⟨

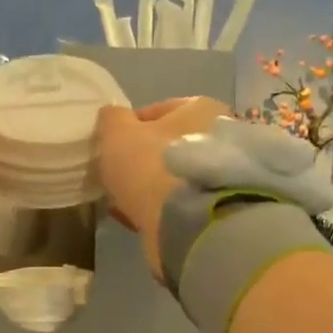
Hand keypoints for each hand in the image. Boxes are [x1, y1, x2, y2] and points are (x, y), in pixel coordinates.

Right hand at [96, 97, 229, 275]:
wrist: (186, 223)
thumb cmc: (151, 166)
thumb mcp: (117, 134)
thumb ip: (112, 119)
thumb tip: (113, 116)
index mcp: (201, 108)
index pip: (158, 110)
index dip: (129, 127)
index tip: (110, 147)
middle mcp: (220, 135)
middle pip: (169, 145)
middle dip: (143, 159)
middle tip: (117, 175)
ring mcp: (221, 174)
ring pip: (174, 175)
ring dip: (150, 185)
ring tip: (124, 199)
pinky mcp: (216, 207)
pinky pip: (179, 201)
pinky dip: (158, 206)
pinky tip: (136, 217)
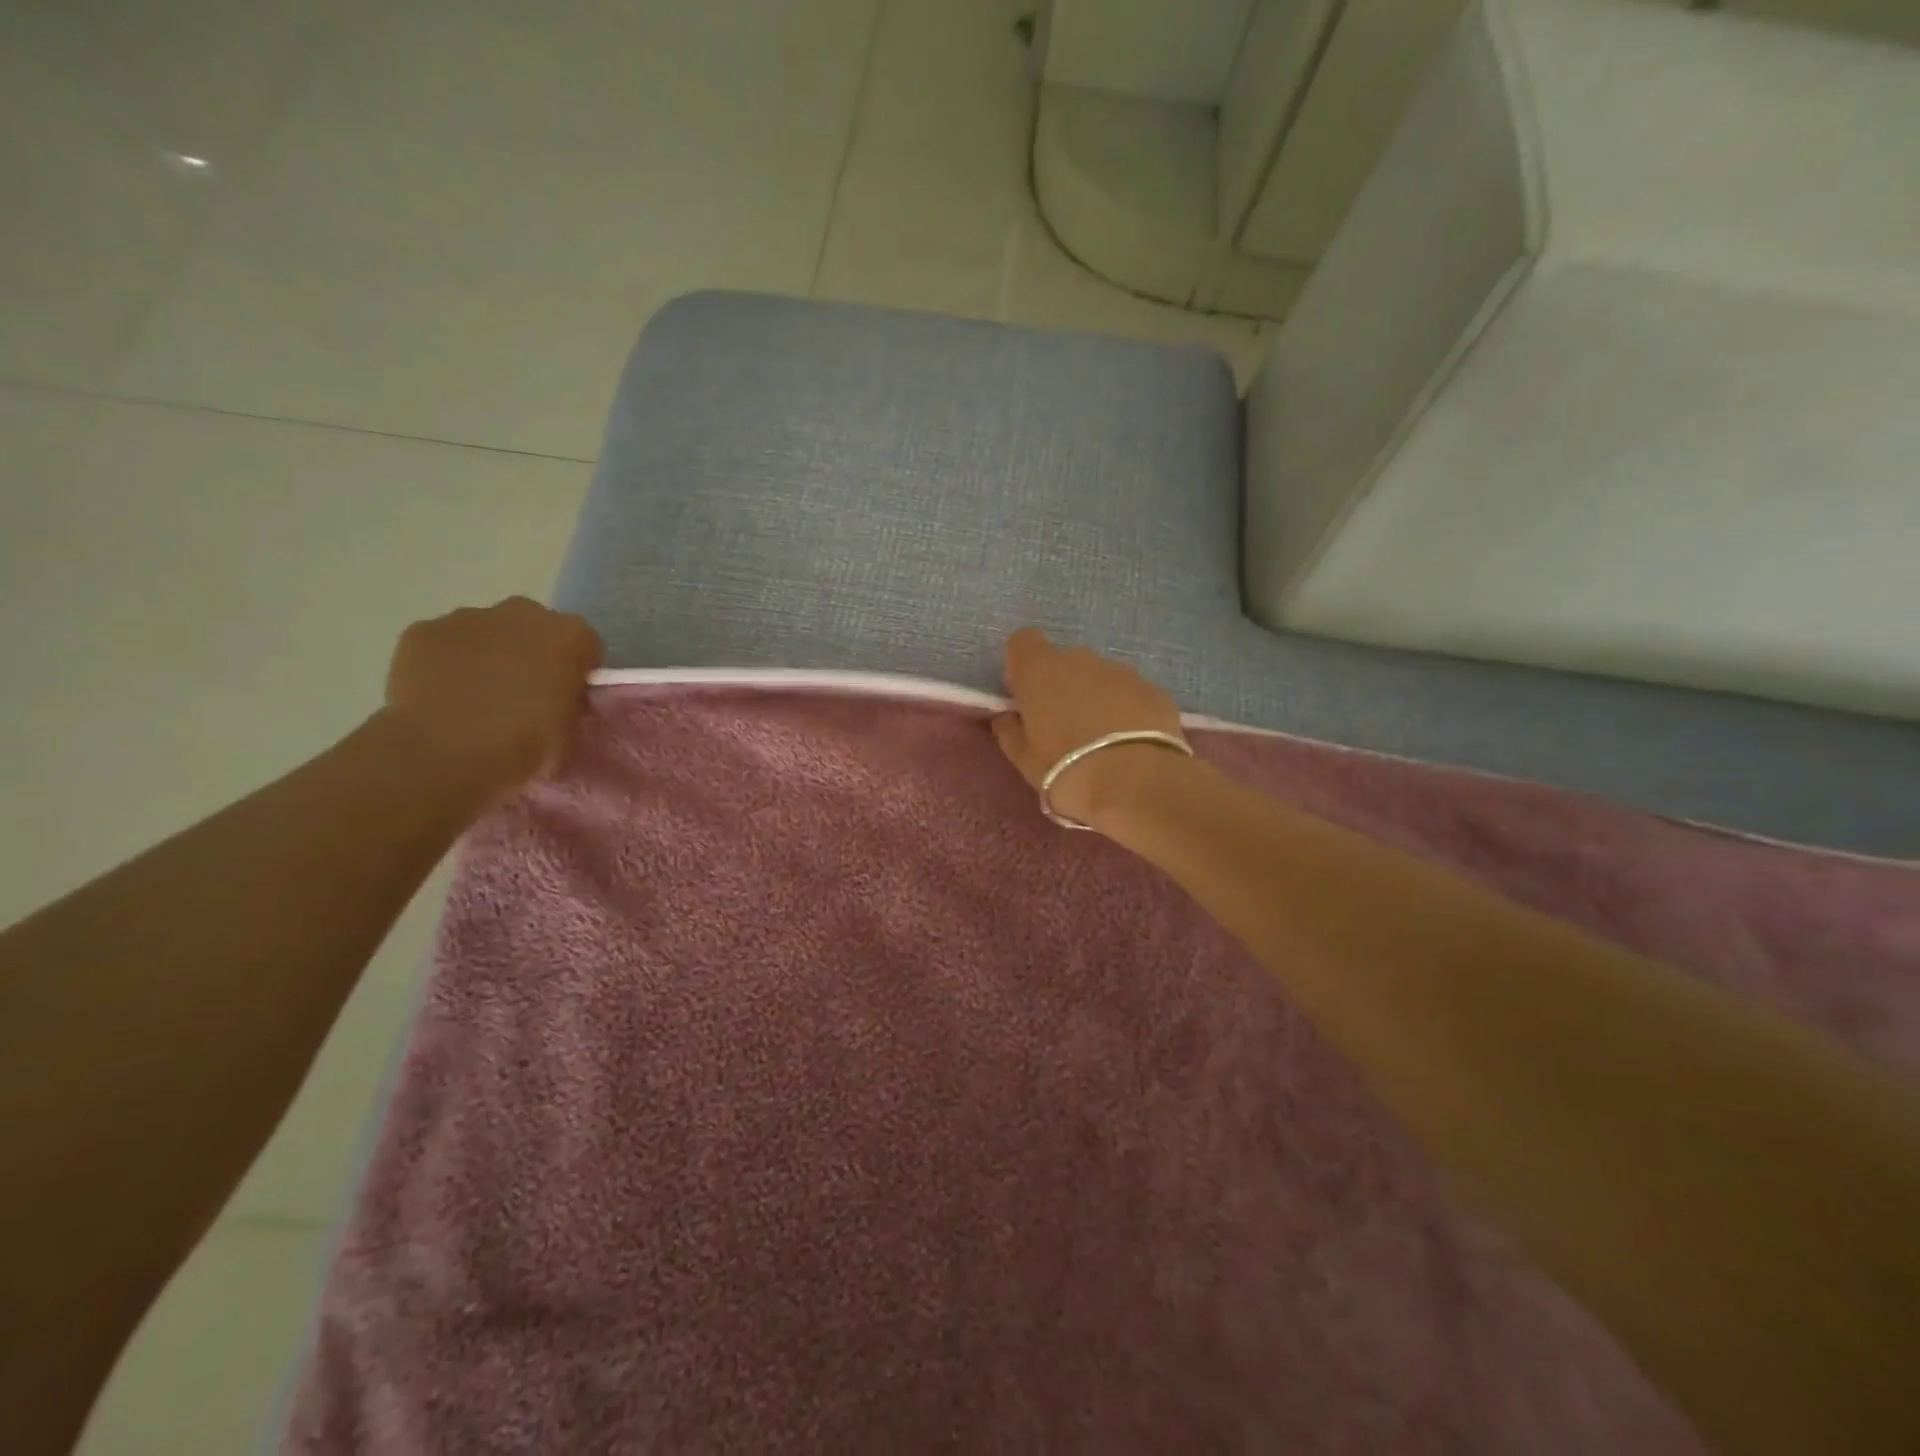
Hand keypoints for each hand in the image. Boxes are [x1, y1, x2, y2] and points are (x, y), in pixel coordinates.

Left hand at [380, 597, 602, 792]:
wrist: (446, 753)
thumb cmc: (525, 745)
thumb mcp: (571, 733)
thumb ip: (571, 705)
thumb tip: (560, 701)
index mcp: (571, 636)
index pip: (584, 646)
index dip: (575, 672)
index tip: (565, 698)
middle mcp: (524, 613)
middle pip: (534, 627)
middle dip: (530, 653)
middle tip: (522, 695)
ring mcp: (468, 617)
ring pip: (486, 632)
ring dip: (487, 655)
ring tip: (475, 699)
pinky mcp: (423, 630)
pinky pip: (443, 644)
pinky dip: (445, 663)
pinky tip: (441, 696)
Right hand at [991, 627, 1187, 829]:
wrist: (1138, 784)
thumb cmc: (1067, 772)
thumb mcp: (1026, 762)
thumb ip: (1010, 732)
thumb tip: (1006, 718)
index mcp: (1040, 671)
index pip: (1022, 643)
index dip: (1022, 666)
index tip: (1025, 696)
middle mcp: (1080, 660)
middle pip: (1063, 662)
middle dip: (1061, 686)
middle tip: (1064, 726)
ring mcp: (1121, 671)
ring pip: (1099, 677)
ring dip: (1096, 698)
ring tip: (1101, 739)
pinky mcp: (1154, 689)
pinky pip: (1130, 693)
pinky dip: (1126, 709)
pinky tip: (1130, 742)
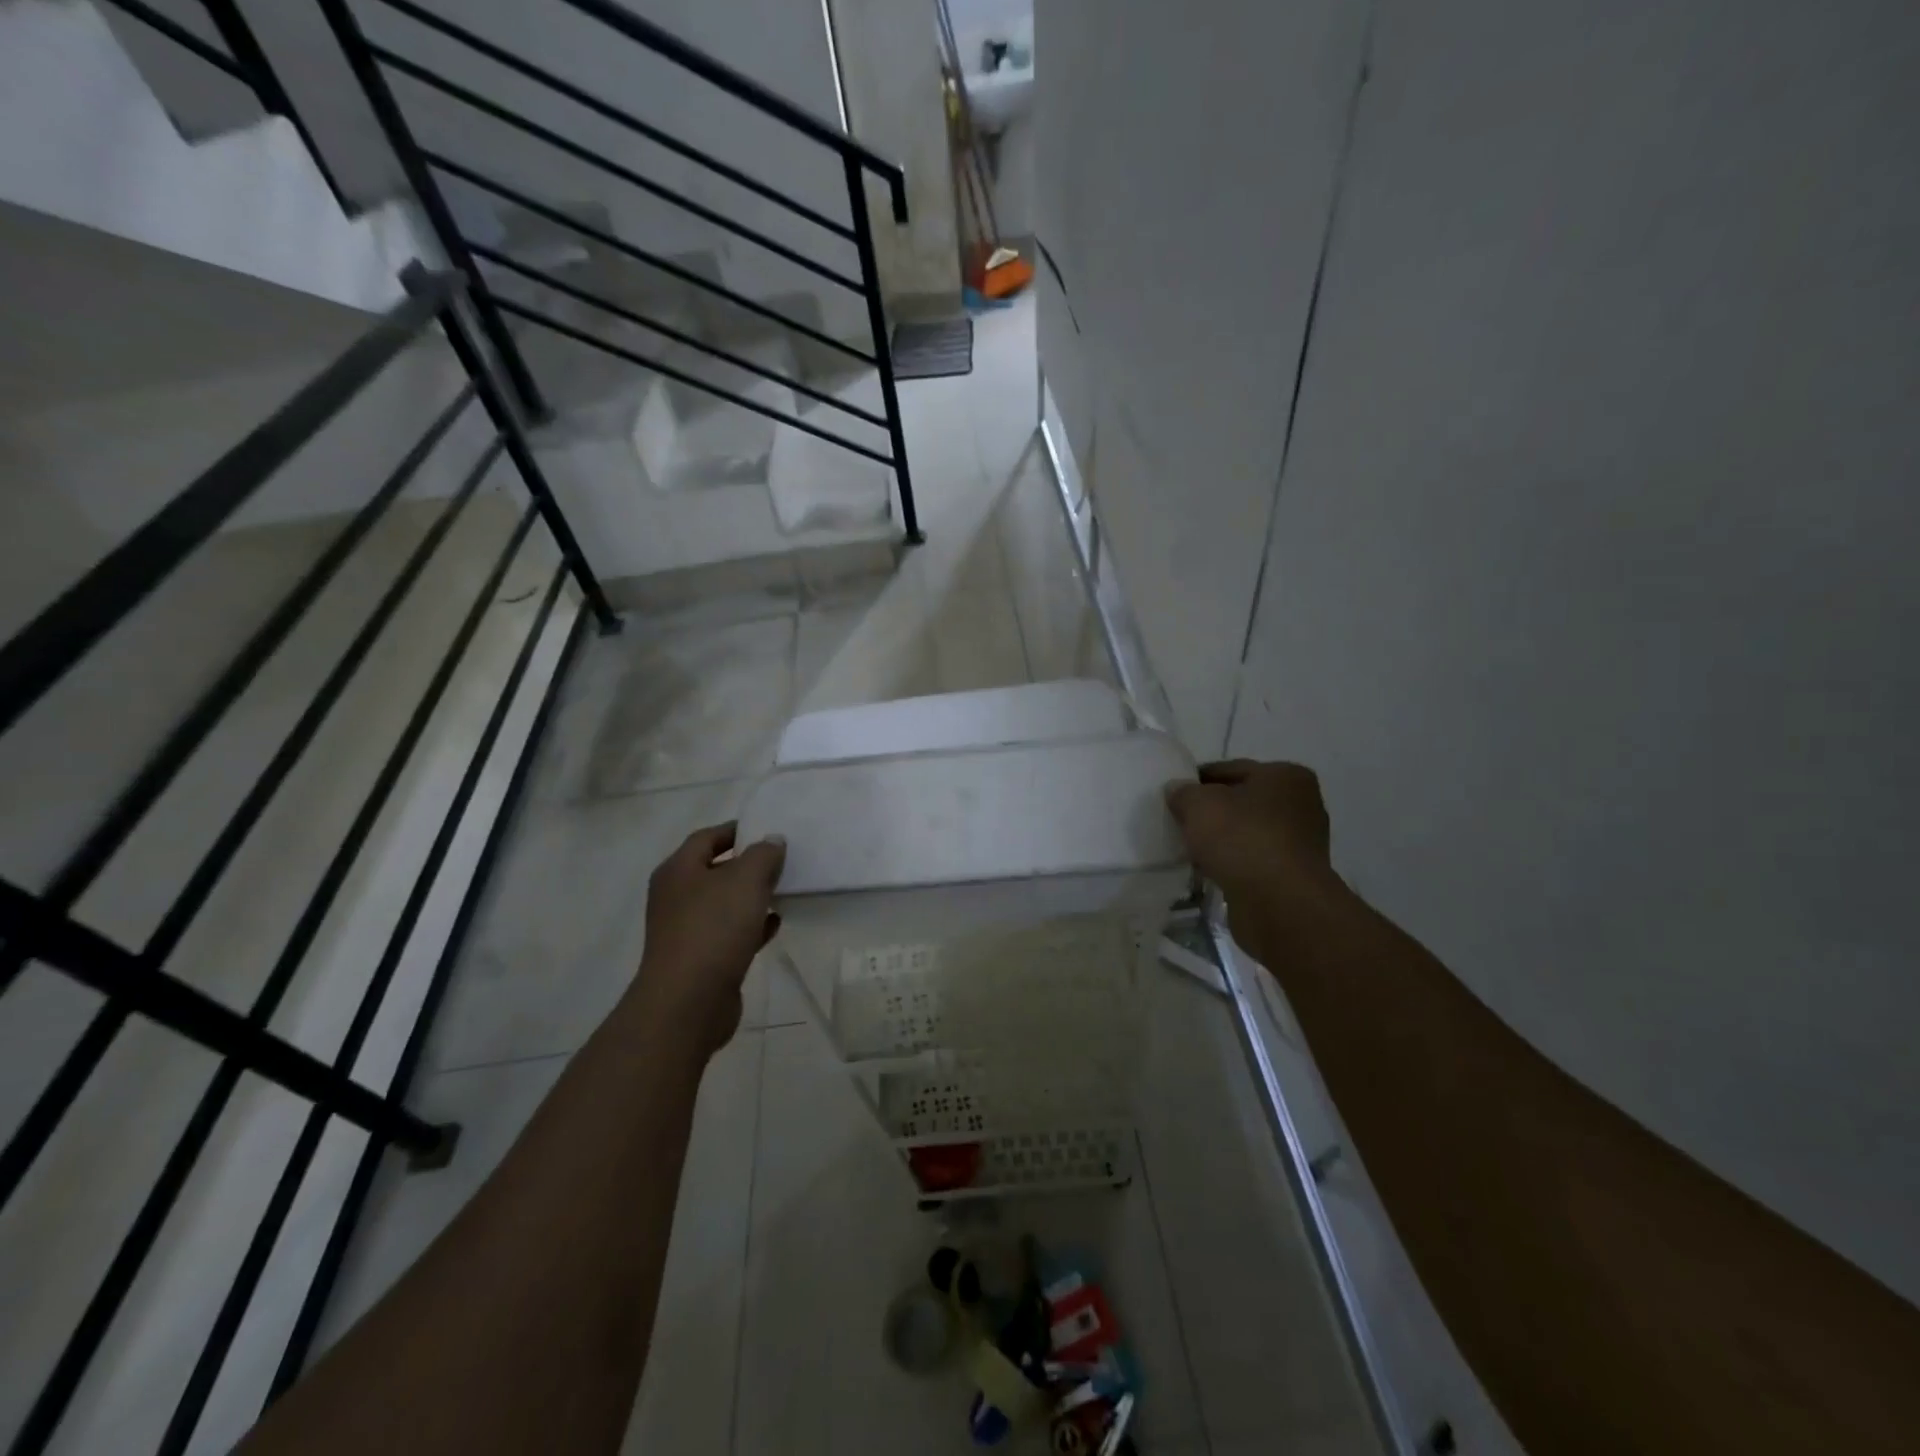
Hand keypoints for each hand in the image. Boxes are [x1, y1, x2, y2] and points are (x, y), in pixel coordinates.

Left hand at [635, 822, 785, 1053]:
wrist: (688, 1002)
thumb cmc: (714, 928)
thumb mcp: (746, 879)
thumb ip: (763, 854)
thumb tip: (772, 841)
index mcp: (678, 870)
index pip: (707, 837)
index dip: (737, 831)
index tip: (768, 830)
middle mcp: (676, 897)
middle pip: (715, 870)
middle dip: (748, 865)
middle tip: (781, 861)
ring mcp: (686, 930)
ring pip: (724, 903)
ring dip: (751, 897)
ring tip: (782, 891)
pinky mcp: (700, 959)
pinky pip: (729, 933)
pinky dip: (751, 926)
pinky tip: (774, 925)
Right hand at [1165, 760, 1336, 907]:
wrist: (1279, 904)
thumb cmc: (1242, 839)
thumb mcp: (1199, 804)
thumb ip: (1183, 792)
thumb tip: (1177, 791)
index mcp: (1286, 776)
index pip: (1231, 769)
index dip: (1198, 780)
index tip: (1174, 795)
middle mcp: (1301, 805)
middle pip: (1242, 802)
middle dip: (1212, 812)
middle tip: (1179, 822)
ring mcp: (1300, 843)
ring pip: (1247, 833)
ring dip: (1222, 840)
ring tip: (1191, 849)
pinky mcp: (1293, 876)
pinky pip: (1253, 861)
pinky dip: (1233, 863)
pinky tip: (1210, 871)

⟩

## Directions for this task:
Please give the records again word for word, omitting all images.

## Response below:
Hand keypoints for each hand in the image. Boxes are [x1, y1, x2, y2] and points are (x, y), in pixel coordinates.

Right hand at [96, 97, 229, 275]:
wrist: (186, 223)
thumb cmc: (151, 166)
thumb mcp: (117, 134)
thumb ip: (112, 119)
thumb tip: (113, 116)
index mcp: (201, 108)
index pip: (158, 110)
index dip: (129, 127)
index tip: (110, 147)
middle mcp: (220, 135)
middle pip: (169, 145)
middle dip: (143, 159)
middle tip: (117, 175)
ring mcp: (221, 174)
ring pip: (174, 175)
ring dip: (150, 185)
ring tip: (124, 199)
pinky mcp: (216, 207)
pinky pip: (179, 201)
pinky dip: (158, 206)
pinky tip: (136, 217)
Hand keypoints for each hand in the image. Boxes are [x1, y1, x2, y2] and points are (x, y), in pixel coordinates.

Left hand at [380, 597, 602, 792]:
wrist: (446, 753)
thumb cmc: (525, 745)
thumb mcp: (571, 733)
thumb ip: (571, 705)
thumb tip: (560, 701)
index mcp: (571, 636)
index pip: (584, 646)
index dip: (575, 672)
index tip: (565, 698)
middle mcp: (524, 613)
middle pip: (534, 627)
middle dip: (530, 653)
middle tip: (522, 695)
ring mcp: (468, 617)
ring pip: (486, 632)
ring dip: (487, 655)
ring tip: (475, 699)
pinky mcp: (423, 630)
pinky pip: (443, 644)
pinky dip: (445, 663)
pinky tip: (441, 696)
Right hand at [991, 627, 1187, 829]:
wrist: (1138, 784)
thumb cmc: (1067, 772)
thumb mcp: (1026, 762)
thumb ip: (1010, 732)
thumb tip: (1006, 718)
index mcp: (1040, 671)
index pip: (1022, 643)
index dip: (1022, 666)
index tip: (1025, 696)
middle mcp: (1080, 660)
middle pip: (1063, 662)
middle dip: (1061, 686)
middle tip: (1064, 726)
ring mcp: (1121, 671)
ring pip: (1099, 677)
ring dip: (1096, 698)
ring tip: (1101, 739)
pinky mcp: (1154, 689)
pinky pip: (1130, 693)
pinky dip: (1126, 709)
pinky tip: (1130, 742)
Hand keypoints for each hand in the image. Boxes are [x1, y1, x2, y2] and points are (x, y), in pixel coordinates.

Left hand at [635, 822, 785, 1053]:
wrist: (688, 1002)
thumb cmc: (714, 928)
thumb mcp: (746, 879)
thumb ip: (763, 854)
thumb tip: (772, 841)
index mcp: (678, 870)
index pip: (707, 837)
index dip: (737, 831)
index tip: (768, 830)
middle mcp: (676, 897)
middle pip: (715, 870)
middle dip: (748, 865)
middle tip: (781, 861)
ring mcp: (686, 930)
ring pip: (724, 903)
ring dip: (751, 897)
ring tip: (782, 891)
pinky mcp: (700, 959)
pinky pip: (729, 933)
pinky dip: (751, 926)
pinky tip: (774, 925)
Right hand at [1165, 760, 1336, 907]:
wrist: (1279, 904)
thumb cmc: (1242, 839)
thumb mcp: (1199, 804)
thumb ip: (1183, 792)
thumb tip: (1177, 791)
index mcp: (1286, 776)
index pip: (1231, 769)
index dip: (1198, 780)
index tip: (1174, 795)
middle mcp: (1301, 805)
middle pip: (1242, 802)
middle dip: (1212, 812)
middle tip: (1179, 822)
ring mcp: (1300, 843)
ring pip: (1247, 833)
ring dip: (1222, 840)
ring tip: (1191, 849)
pinky mcp: (1293, 876)
pinky pip: (1253, 861)
pinky dip: (1233, 863)
pinky tip: (1210, 871)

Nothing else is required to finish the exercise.